18 It is somewhat odd that the fate of the DOCA was determined by persons and entities who do not appear to obtain any benefit from it. This provides at least some support for the Commissioner’s contention that a purpose of the DOCA was to prevent investigations. It also tends to undermine Mr Isaac’s submission that the appropriate course is for the creditors to be provided with an opportunity to vote on whether the DOCA should be terminated, as the creditors are best placed to determine what is in their interests. It is not apparent that the creditors are acting on the basis of what will provide the best return.
19 The DOCA was executed by each of the Adcon Companies, Mr Isaac, the WXA Administrators and the SV Administrators on 6 September 2024. There was a procedural irregularity whereby there was no separate signature block for the Deed Administrators, Mr McCabe and Mr Johnson, although they signed the DOCA because they signed in their capacity as WXA Administrators. That is, they signed in their capacity as WXA Administrators but not in their capacity as Deed Administrators. On 2 October 2025, the Court heard an interlocutory process filed on 12 September 2025 which sought to cure this irregularity, and subsequently made orders on that day which declared that the DOCA had been duly executed on 6 September 2024.
20 Pursuant to the DOCA:
(a) Mr Isaac is referred to as the “Deed Proponent” and Busifund is referred to as the “Financier”.

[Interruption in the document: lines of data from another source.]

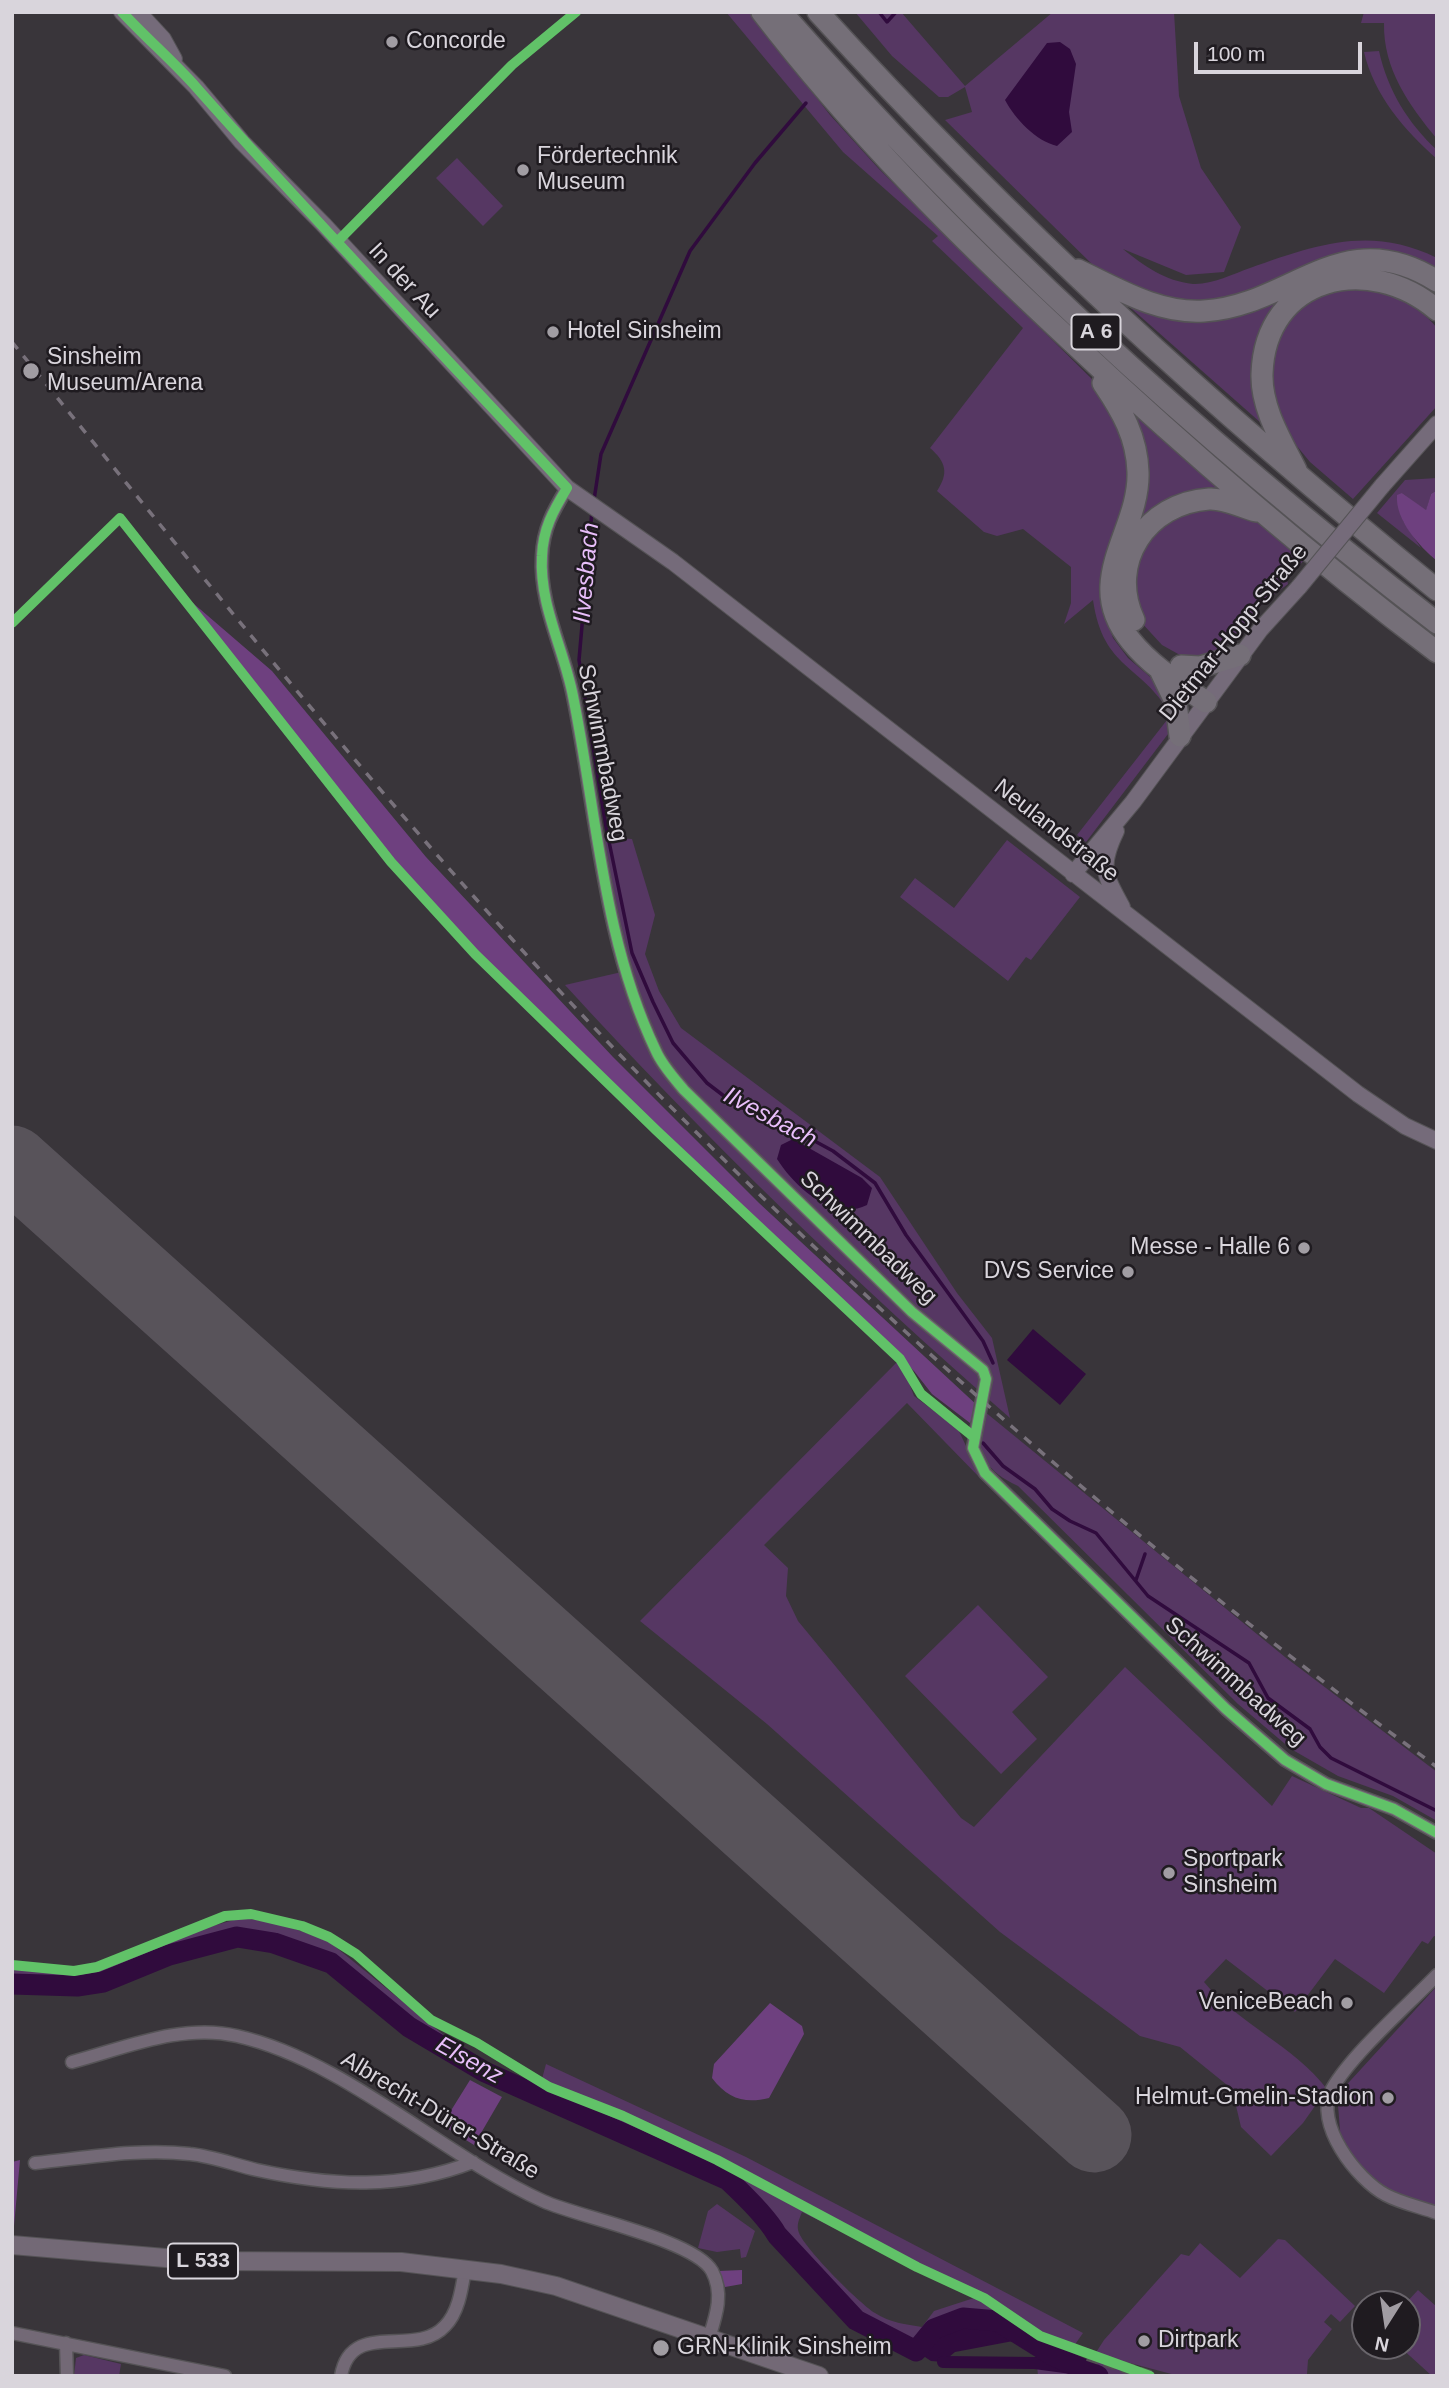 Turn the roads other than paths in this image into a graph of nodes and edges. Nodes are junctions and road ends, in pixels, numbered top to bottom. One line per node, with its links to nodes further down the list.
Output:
1 (122, 12): 6 (street, In der Au)
2 (138, 12): 6 (street)
3 (762, 12): 10 (highway)
4 (782, 12): 17 (highway, A 6)
5 (818, 12): 7 (highway, A 6)
6 (180, 71): 13 (street, In der Au)
7 (1058, 260): 8 (highway); 12 (highway, A 6)
8 (1437, 281)
9 (1437, 310): 12 (highway)
10 (1085, 355): 14 (highway); 21 (highway)
11 (1437, 424): 19 (street, Dietmar-Hopp-Straße, bridge)
12 (1302, 481): 16 (highway, A 6)
13 (567, 488): 15 (street, In der Au); 28 (street, Schwimmbadweg)
14 (1262, 512): 18 (highway); 20 (highway)
15 (653, 548): 25 (street, Neulandstraße)
16 (1437, 590)
17 (1437, 623)
18 (1437, 652)
19 (1240, 655): 20 (highway); 22 (street, Dietmar-Hopp-Straße)
20 (1181, 666): 22 (highway)
21 (1158, 667): 22 (highway); 23 (highway)
22 (1210, 697): 23 (street, Dietmar-Hopp-Straße)
23 (1180, 736): 24 (street, Dietmar-Hopp-Straße)
24 (1133, 802): 25 (street, Dietmar-Hopp-Straße); 26 (street)
25 (1073, 874): 26 (street, Neulandstraße)
26 (1126, 914): 27 (street, Neulandstraße)
27 (1437, 1141)
28 (1437, 1833)
29 (1437, 1975): 33 (street)
30 (72, 2062): 31 (street, Albrecht-Dürer-Straße)
31 (473, 2162): 32 (street); 37 (street, Albrecht-Dürer-Straße)
32 (35, 2163)
33 (1437, 2213)
34 (12, 2245): 35 (main road, L 533)
35 (465, 2269): 37 (main road, L 533); 41 (street)
36 (12, 2333): 38 (street)
37 (709, 2338): 42 (main road, L 533)
38 (66, 2343): 39 (street); 40 (street)
39 (67, 2376)
40 (225, 2376)
41 (341, 2376)
42 (819, 2376) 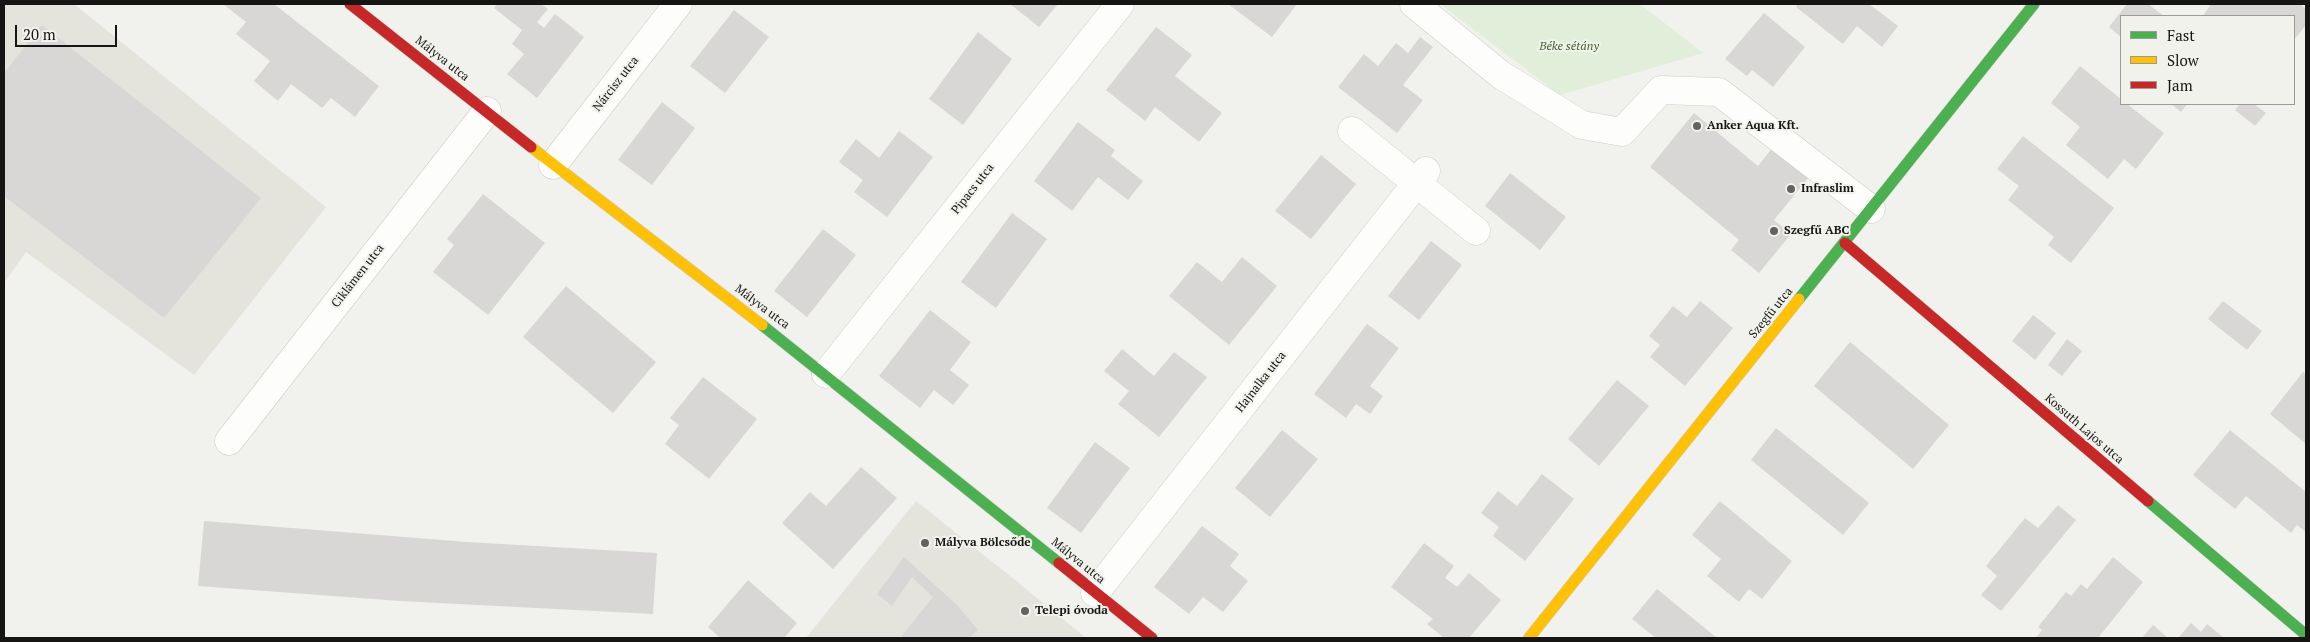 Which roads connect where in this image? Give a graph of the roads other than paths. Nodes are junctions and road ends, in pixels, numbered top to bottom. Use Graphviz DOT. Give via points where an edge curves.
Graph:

(b) The claims of creditors are to be pooled and the Adcon Companies treated as one entity.
(c) A Deed Fund is created, which comprises $5 million to be paid by Mr Isaac from Busifund’s contribution, together with any cash of the Adcon Companies and any funds recovered (e.g. from debtors, from sale of assets, or otherwise).
(d) Mr Isaac was required to make eight quarterly instalments of $625,000 commencing in September 2024. Clause 8 of the DOCA provides as follows:
This Deed is conditional on, and subject to, the Deed Proponent [i.e. Mr Isaac] of the Adcon Companies paying the Contribution Sum to the Administrators’ Trust Account, including the first instalment of $625,000 (being $5,000,000 divided by eight equal quarterly instalments) within seven (7) days of the Commencement Date, (being 6 September 2024), into the Nominated Account.
The dates for the subsequent quarterly contributions (of $625,000 each) are set out below:
[The instalment dates are then set out]
(e) The Deed Fund was to be distributed in accordance with the priority set out in the DOCA. “Excluded Creditors”, which included Mr Isaac, Busifund and any related entity of the Adcon Companies, were excluded from distribution.
(f) Pursuant to clause 7.3, Mr Isaac was required to provide the Deed Administrators such assistance as the Deed Administrators reasonably required with respect to the affairs of the Adcon Companies and requests for information concerning the debtors.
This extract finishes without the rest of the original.